Sabendo apenas que se trata um filme que está no radar das premiações desta temporada 2017/2018 e com uma provável indicação a melhor atriz para Margot Robbie no Oscar – além de chances reais de vitória – e que o enredo é centrado na história de uma patinadora no gelo chamada Tonya Harding,  em praticamente 2 horas o filme brinca com este desconhecimento te deixando por vezes na certeza de que se trata de uma história real, mas na maior parte do filme racionalizando de que tudo faz parte de um grande roteiro de ficção com os mesmos atores dos personagens se passando pelas pessoas reais, numa livre a associação aos “falsos documentários”, como na série The Office. Ao final do filme, graças a uma brilhante edição ágil, conhecemos a verdade (assista ou procure em outro review pois não comentarei se é uma história real ou não).

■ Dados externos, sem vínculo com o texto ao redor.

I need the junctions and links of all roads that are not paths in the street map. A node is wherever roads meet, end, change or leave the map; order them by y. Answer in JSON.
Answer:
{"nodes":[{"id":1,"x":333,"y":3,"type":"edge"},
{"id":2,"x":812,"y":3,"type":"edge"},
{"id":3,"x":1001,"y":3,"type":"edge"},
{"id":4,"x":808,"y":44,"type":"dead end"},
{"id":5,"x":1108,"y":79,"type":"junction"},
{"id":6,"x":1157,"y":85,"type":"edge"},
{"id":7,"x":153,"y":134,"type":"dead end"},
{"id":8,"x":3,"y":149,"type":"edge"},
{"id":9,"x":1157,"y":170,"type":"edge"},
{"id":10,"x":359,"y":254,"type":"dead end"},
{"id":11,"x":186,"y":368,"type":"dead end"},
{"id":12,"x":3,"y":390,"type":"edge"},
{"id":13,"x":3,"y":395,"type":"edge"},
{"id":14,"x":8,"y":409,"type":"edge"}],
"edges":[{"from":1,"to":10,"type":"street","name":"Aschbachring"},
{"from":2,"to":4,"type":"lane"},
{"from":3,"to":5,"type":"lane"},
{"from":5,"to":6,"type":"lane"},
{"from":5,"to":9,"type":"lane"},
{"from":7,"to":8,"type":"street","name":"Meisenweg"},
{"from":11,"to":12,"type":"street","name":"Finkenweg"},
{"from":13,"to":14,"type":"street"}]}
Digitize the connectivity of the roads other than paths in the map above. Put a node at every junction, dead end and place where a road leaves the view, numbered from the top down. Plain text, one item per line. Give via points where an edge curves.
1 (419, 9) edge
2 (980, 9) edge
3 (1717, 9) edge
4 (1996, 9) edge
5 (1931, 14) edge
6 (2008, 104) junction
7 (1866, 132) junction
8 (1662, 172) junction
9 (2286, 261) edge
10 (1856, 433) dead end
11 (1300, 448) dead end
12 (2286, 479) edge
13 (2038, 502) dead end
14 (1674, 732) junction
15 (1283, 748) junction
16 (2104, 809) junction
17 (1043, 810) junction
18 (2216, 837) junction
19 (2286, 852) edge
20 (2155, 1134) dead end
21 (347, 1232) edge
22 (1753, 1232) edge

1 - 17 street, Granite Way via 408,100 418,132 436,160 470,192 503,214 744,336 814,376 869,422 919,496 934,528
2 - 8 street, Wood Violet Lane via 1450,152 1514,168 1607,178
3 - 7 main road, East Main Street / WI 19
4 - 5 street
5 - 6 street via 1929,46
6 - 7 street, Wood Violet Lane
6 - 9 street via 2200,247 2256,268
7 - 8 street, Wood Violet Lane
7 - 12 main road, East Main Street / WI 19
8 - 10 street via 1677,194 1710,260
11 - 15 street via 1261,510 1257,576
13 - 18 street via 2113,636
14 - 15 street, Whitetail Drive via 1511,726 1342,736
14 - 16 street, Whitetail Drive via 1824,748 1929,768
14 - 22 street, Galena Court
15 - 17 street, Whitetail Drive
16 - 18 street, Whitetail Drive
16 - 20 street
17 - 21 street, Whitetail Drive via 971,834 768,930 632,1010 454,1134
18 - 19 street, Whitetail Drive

Além disso, emoldurada sob a face de um drama de competição esportiva de alto nível (com espaço para as Olímpiadas) e todas as consequências de um ambiente competitivo, aos poucos o filme ganha seus contornos de comédia e certo humor negro, graças aos atores coadjuvantes e seus histórias surreais (destaque para o personagem Shawn de Paul Walter Hauser) e a leveza da atuação de Margot Robbie e simplicidade das suas falas. Assim, inevitável é a comparação com uma história dos irmãos Coen (Irmão, Cadê Você? ou Fargo) e precisas são as abordagens de uma realidade preconceituosa dos chamados whitetrashs nos EUA (neste caso, do estado do Oregon).

Sem revelar muito mais do filme, é notório que uma comédia – ainda mais como esta – inicialmente não tenha o mesmo apreço como um drama complexo e profundo, mas tenho a certeza que com o passar dos anos será inevitável não relaciona-la em qualquer lista dos melhores filmes de 2017 (a exemplo da maior parte dos filmes dos Coen ou do mais recente A Grande Aposta). Assistir um filme sem saber nada dele, aceita o desafio? Se a resposta for sim, I, Tonya é o melhor ponto de partida.